"Chicken shit", or more commonly "chickenshit", is a slang term, usually regarded as vulgar. The online Merriam-Webster dictionary defines chickenshit (one word) as a vulgar adjective with two possible meanings: "petty, insignificant" or "lacking courage, manliness, or effectiveness".

Coward
The term has been used figuratively since 1929 to allege cowardice. It can be used as either a noun or an adjective; it is always an insult. In October 2014, an unnamed senior official in the Obama administration was reported to have called Israeli prime minister Benjamin Netanyahu a "chickenshit", adding that he "has got no guts". Secretary of State John Kerry apologized to the prime minister, while Israeli media scrambled to understand or translate the idiom.

Petty
The alternate meaning of "petty, insignificant nonsense" may be used as either a noun or an adjective.
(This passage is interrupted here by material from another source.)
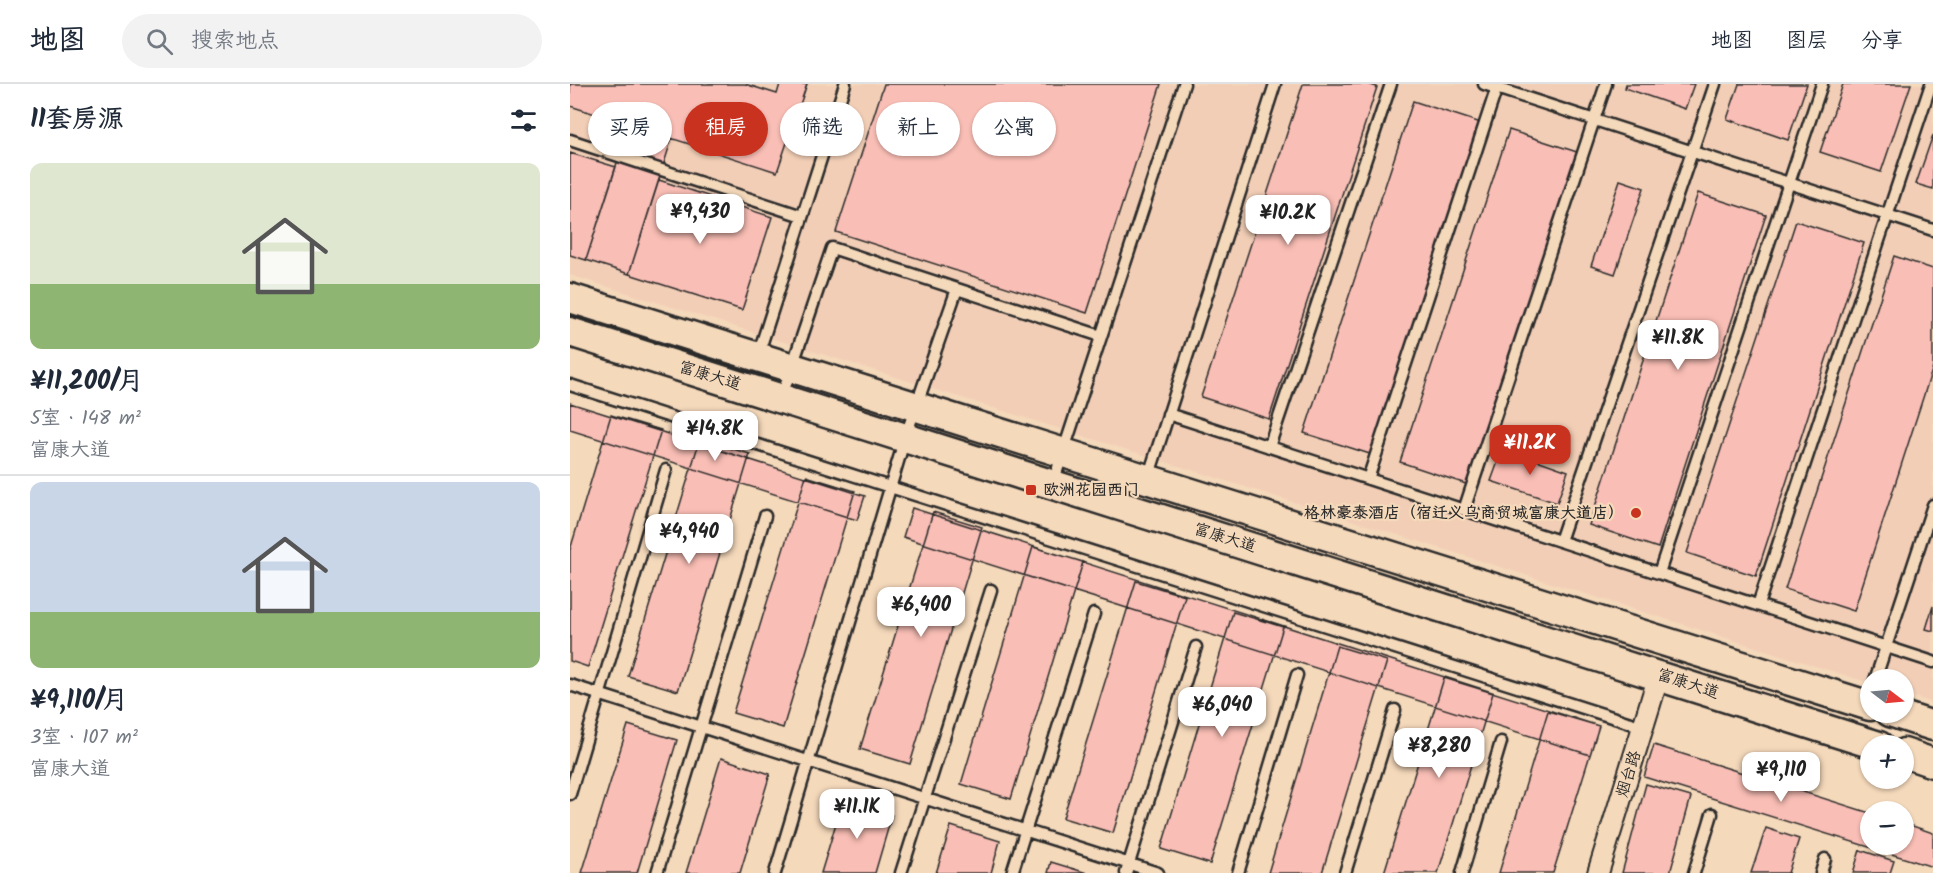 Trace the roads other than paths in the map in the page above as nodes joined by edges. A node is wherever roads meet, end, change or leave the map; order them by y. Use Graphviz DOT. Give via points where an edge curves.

According to Paul Fussell in his book Wartime, chickenshit in this sense has military roots: "Chickenshit refers to behavior that makes military life worse than it need be: petty harassment of the weak by the strong; open scrimmage for power and authority and prestige; sadism thinly disguised as necessary discipline; a constant 'paying off of old scores'; and insistence on the letter rather than the spirit of the ordinances ... Chickenshit is so called—instead of horse—or bull—or elephant shit—because it is small-minded and ignoble and takes the trivial seriously."

Other uses
The phrase "You can't make chicken salad out of chicken shit" is sometimes used as a variant of "you can't make a silk purse out of a sow's ear". The expression dates back to at least the 1920s, when "chicken feathers" was sometimes used as a euphemism for chicken shit.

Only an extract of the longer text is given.